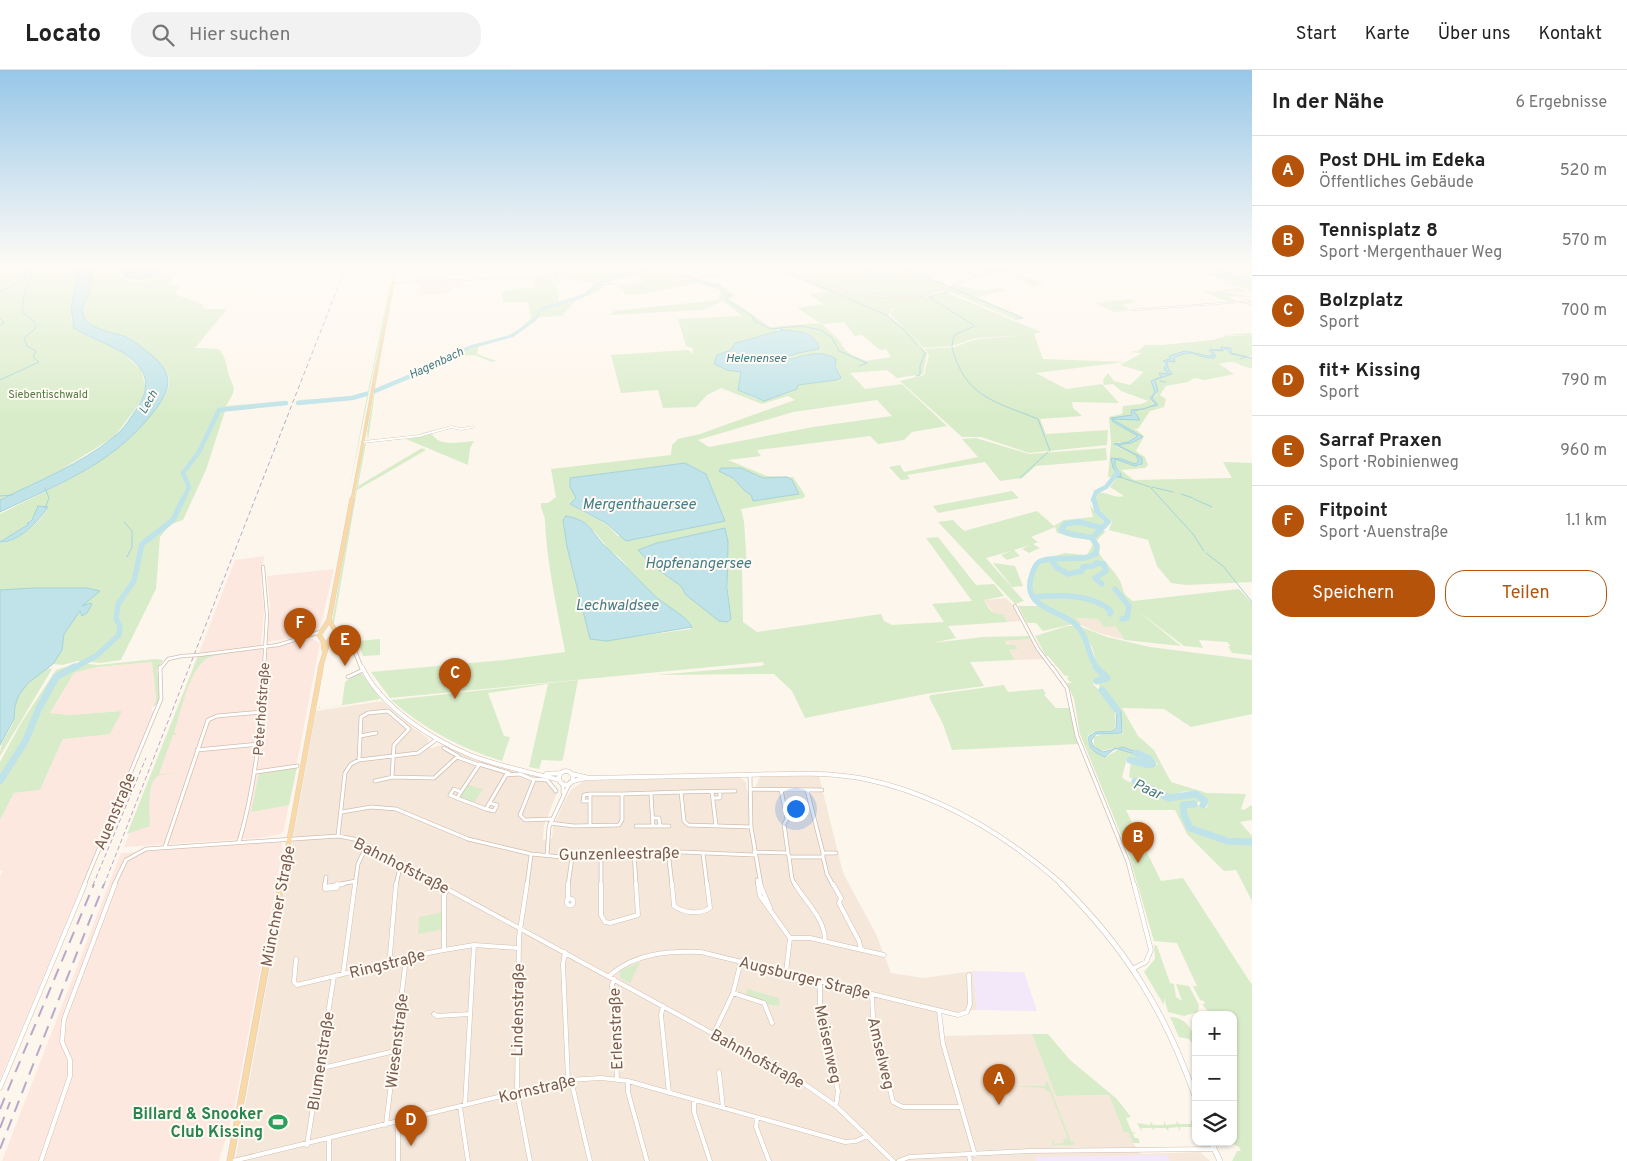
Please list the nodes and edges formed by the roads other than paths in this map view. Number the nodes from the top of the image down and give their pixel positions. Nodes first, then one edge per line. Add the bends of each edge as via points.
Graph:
1 (387, 315) edge
2 (473, 427) dead end
3 (363, 442) junction
4 (263, 566) dead end
5 (1015, 606) dead end
6 (329, 620) junction
7 (335, 630) junction
8 (322, 631) junction
9 (333, 637) junction
10 (320, 638) junction
11 (300, 639) junction
12 (351, 641) junction
13 (266, 646) junction
14 (324, 652) junction
15 (363, 670) junction
16 (348, 677) dead end
17 (262, 712) junction
18 (376, 734) dead end
19 (360, 736) junction
20 (437, 739) junction
21 (260, 744) junction
22 (444, 748) dead end
23 (198, 750) junction
24 (393, 756) junction
25 (458, 756) junction
26 (359, 760) junction
27 (479, 764) junction
28 (297, 766) dead end
29 (256, 772) junction
30 (510, 773) junction
31 (561, 773) junction
32 (543, 774) junction
33 (572, 774) junction
34 (750, 775) junction
35 (393, 778) junction
36 (589, 778) junction
37 (533, 779) junction
38 (374, 781) dead end
39 (561, 782) junction
40 (571, 782) junction
41 (751, 789) junction
42 (556, 790) dead end
43 (781, 790) junction
44 (807, 790) junction
45 (822, 790) dead end
46 (734, 791) dead end
47 (461, 792) junction
48 (681, 792) junction
49 (712, 792) junction
50 (720, 792) junction
51 (563, 794) junction
52 (590, 794) junction
53 (622, 794) junction
54 (651, 795) junction
55 (457, 798) junction
56 (713, 798) junction
57 (590, 801) junction
58 (489, 803) junction
59 (486, 809) junction
60 (342, 812) junction
61 (652, 818) junction
62 (551, 821) junction
63 (590, 826) junction
64 (636, 826) dead end
65 (652, 826) junction
66 (660, 826) junction
67 (669, 826) dead end
68 (716, 826) junction
69 (751, 827) junction
70 (338, 836) junction
71 (290, 839) junction
72 (239, 842) junction
73 (366, 845) junction
74 (165, 847) junction
75 (668, 851) junction
76 (634, 852) junction
77 (836, 853) dead end
78 (532, 854) junction
79 (702, 854) junction
80 (754, 854) junction
81 (547, 855) junction
82 (788, 855) junction
83 (823, 855) junction
84 (601, 856) junction
85 (572, 858) junction
86 (402, 864) junction
87 (326, 876) dead end
88 (356, 881) junction
89 (447, 888) junction
90 (568, 900) dead end
91 (520, 928) junction
92 (790, 938) junction
93 (825, 941) junction
94 (474, 945) junction
95 (518, 948) junction
96 (444, 950) junction
97 (860, 950) junction
98 (565, 952) junction
99 (884, 956) dead end
100 (406, 957) junction
101 (296, 959) dead end
102 (392, 960) junction
103 (741, 961) junction
104 (1134, 968) junction
105 (786, 972) junction
106 (343, 974) junction
107 (968, 975) dead end
108 (334, 976) junction
109 (609, 976) junction
110 (614, 979) junction
111 (820, 981) junction
112 (733, 993) junction
113 (872, 994) junction
114 (663, 1006) junction
115 (939, 1011) junction
116 (434, 1014) dead end
117 (470, 1014) junction
118 (772, 1023) dead end
119 (714, 1033) junction
120 (395, 1051) junction
121 (318, 1069) junction
122 (719, 1072) dead end
123 (569, 1079) junction
124 (617, 1079) junction
125 (628, 1081) junction
126 (0, 1088) edge
127 (1192, 1088) edge
128 (517, 1092) junction
129 (669, 1093) junction
130 (694, 1100) junction
131 (462, 1106) junction
132 (836, 1106) junction
133 (961, 1107) junction
134 (724, 1108) junction
135 (757, 1118) junction
136 (398, 1122) junction
137 (386, 1125) junction
138 (867, 1136) junction
139 (330, 1139) junction
140 (306, 1145) junction
141 (1213, 1146) edge
142 (1214, 1149) junction
143 (968, 1155) junction
144 (975, 1155) junction
145 (261, 1158) edge
146 (41, 1161) edge
147 (232, 1161) edge
148 (329, 1161) edge
149 (398, 1161) edge
150 (468, 1161) edge
151 (530, 1161) edge
152 (590, 1161) edge
153 (648, 1161) edge
154 (710, 1161) edge
155 (769, 1161) edge
156 (893, 1161) edge
157 (899, 1161) edge
158 (970, 1161) edge
159 (1220, 1161) edge

1 - 3 main road
2 - 3 street via 451,427 419,436
3 - 6 main road
4 - 13 street, Peterhofstraße
5 - 104 street via 1038,649 1067,688 1077,736 1128,862 1151,950 1145,964
6 - 7 main road
6 - 8 main road
7 - 8 main road
7 - 9 main road, Münchner Straße
7 - 12 street
8 - 10 main road
8 - 11 street, Auenstraße
9 - 10 main road
9 - 12 street via 343,636
9 - 14 main road, Münchner Straße
10 - 11 street, Auenstraße
10 - 14 main road, Münchner Straße
11 - 13 street, Auenstraße
12 - 15 street
13 - 17 street, Peterhofstraße
13 - 126 street, Auenstraße, bridge via 182,656 168,659 160,667 161,699
14 - 71 main road, Münchner Straße
15 - 16 street
15 - 20 street via 391,706
17 - 21 street, Peterhofstraße
17 - 23 street via 211,718
18 - 19 street
19 - 24 street via 362,715 390,712 409,729 395,744
19 - 26 street
20 - 24 street via 421,752
20 - 32 street via 482,760
21 - 23 street
21 - 29 street, Peterhofstraße
22 - 25 street
23 - 74 street
24 - 26 street
24 - 35 street
25 - 27 street
25 - 35 street via 436,777
26 - 60 street via 351,764 345,773
27 - 30 street
27 - 47 street
28 - 29 street, Peterhofstraße
29 - 72 street, Peterhofstraße
30 - 37 street
30 - 58 street
31 - 32 street
31 - 33 street
31 - 39 street
32 - 39 street
33 - 36 street
33 - 40 street
34 - 36 street
34 - 41 street
34 - 104 street via 819,774 869,780 907,790 963,813 1023,850 1063,884 1102,924
35 - 38 street
36 - 40 street
37 - 42 street via 547,780
37 - 62 street via 520,815 524,820
39 - 40 street
39 - 51 street
40 - 51 street
41 - 43 street
41 - 69 street
43 - 44 street
43 - 82 street
44 - 45 street
44 - 83 street
46 - 50 street
47 - 55 street
47 - 55 street via 454,789 450,795
48 - 49 street
48 - 54 street
48 - 68 street via 686,824
49 - 50 street
49 - 56 street
50 - 56 street via 720,798
51 - 62 street
52 - 53 street
52 - 57 street
52 - 57 street via 584,794 583,801
53 - 54 street
53 - 63 street via 621,824
54 - 61 street
55 - 59 street
56 - 68 street
57 - 63 street
58 - 59 street
58 - 59 street via 497,805 494,811
60 - 70 street
60 - 78 street, Gunzenleestraße via 396,809 475,842
61 - 65 street
61 - 66 street via 660,818
62 - 63 street
62 - 81 street
64 - 65 street
65 - 66 street
66 - 67 street
68 - 69 street
69 - 80 street
70 - 71 street, Bahnhofstraße
70 - 73 street, Bahnhofstraße
71 - 72 street, Bahnhofstraße
71 - 147 main road, Münchner Straße
72 - 74 street, Bahnhofstraße
73 - 86 street, Bahnhofstraße
73 - 88 street
74 - 146 street, Bahnhofstraße via 134,854 120,870 64,1019 62,1042 70,1060 70,1076
75 - 76 street, Gunzenleestraße
75 - 79 street, Gunzenleestraße
75 - 79 street via 674,906 703,912 710,908
76 - 84 street, Gunzenleestraße
76 - 84 street via 638,915 610,923 601,915
77 - 83 street, Gunzenleestraße
78 - 81 street, Gunzenleestraße
78 - 91 street, Lindenstraße
79 - 80 street, Gunzenleestraße
80 - 82 street, Gunzenleestraße
80 - 92 street via 758,878 770,908
81 - 85 street, Gunzenleestraße
82 - 83 street, Gunzenleestraße
82 - 93 street via 792,879 801,896 808,900 825,932
83 - 97 street via 827,874 859,941
84 - 85 street, Gunzenleestraße
85 - 90 street
86 - 89 street, Bahnhofstraße
86 - 102 street via 396,877
87 - 88 street via 325,889
88 - 106 street
89 - 91 street, Bahnhofstraße
89 - 96 street, Ringstraße via 444,896
91 - 95 street, Lindenstraße
91 - 98 street, Bahnhofstraße
92 - 93 street
92 - 105 street
93 - 97 street
94 - 95 street
94 - 96 street
94 - 117 street
95 - 128 street, Lindenstraße
96 - 100 street, Ringstraße
97 - 99 street
98 - 109 street, Bahnhofstraße
98 - 123 street
100 - 102 street, Ringstraße
100 - 120 street, Wiesenstraße
101 - 108 street, Ringstraße via 295,984
102 - 106 street, Ringstraße
103 - 105 street, Augsburger Straße
103 - 109 street, Augsburger Straße via 701,952 665,952 627,961
103 - 112 street
104 - 127 street via 1173,1038
105 - 111 street, Augsburger Straße
106 - 108 street, Ringstraße
107 - 115 street, Augsburger Straße via 970,1004 967,1012 958,1015
108 - 121 street, Blumenstraße
109 - 110 street, Bahnhofstraße
110 - 114 street, Bahnhofstraße
110 - 124 street, Erlenstraße
111 - 113 street, Augsburger Straße
111 - 132 street, Meisenweg via 820,1013 838,1091
112 - 118 street via 764,1003
112 - 119 street
113 - 115 street, Augsburger Straße
113 - 133 street, Amselweg via 873,1018 893,1102 903,1107
114 - 119 street, Bahnhofstraße
114 - 129 street via 661,1015
115 - 133 street via 943,1044
116 - 117 street
117 - 131 street
119 - 132 street, Bahnhofstraße
120 - 121 street
120 - 137 street, Wiesenstraße
121 - 140 street, Blumenstraße
122 - 134 street
123 - 124 street, Kornstraße
123 - 128 street, Kornstraße
123 - 152 street
124 - 125 street, Kornstraße
125 - 129 street, Kornstraße
125 - 153 street via 628,1092
128 - 131 street, Kornstraße
128 - 151 street, Lindenstraße
129 - 130 street, Kornstraße
130 - 134 street, Kornstraße
130 - 154 street via 694,1112
131 - 136 street, Kornstraße
131 - 150 street
132 - 138 street, Bahnhofstraße
133 - 144 street
134 - 135 street, Kornstraße
135 - 138 street, Kornstraße via 849,1142
135 - 155 street via 756,1127
136 - 137 street, Kornstraße
136 - 149 street
137 - 139 street, Kornstraße
138 - 156 street, Bahnhofstraße
139 - 140 street, Kornstraße
139 - 148 street
140 - 145 street, Kornstraße
141 - 142 street
142 - 144 street via 1030,1151
142 - 159 street
143 - 144 street
143 - 157 street via 908,1157
143 - 158 street
145 - 147 street, Kornstraße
★ ★ ★ ★ ★ ★ ★
▶ [What the exercise asks]:
Above are the records; copy every line in them that holds the word "Peterhofstraße".

▶ [Response to the exercise]:
4 - 13 street, Peterhofstraße
13 - 17 street, Peterhofstraße
17 - 21 street, Peterhofstraße
21 - 29 street, Peterhofstraße
28 - 29 street, Peterhofstraße
29 - 72 street, Peterhofstraße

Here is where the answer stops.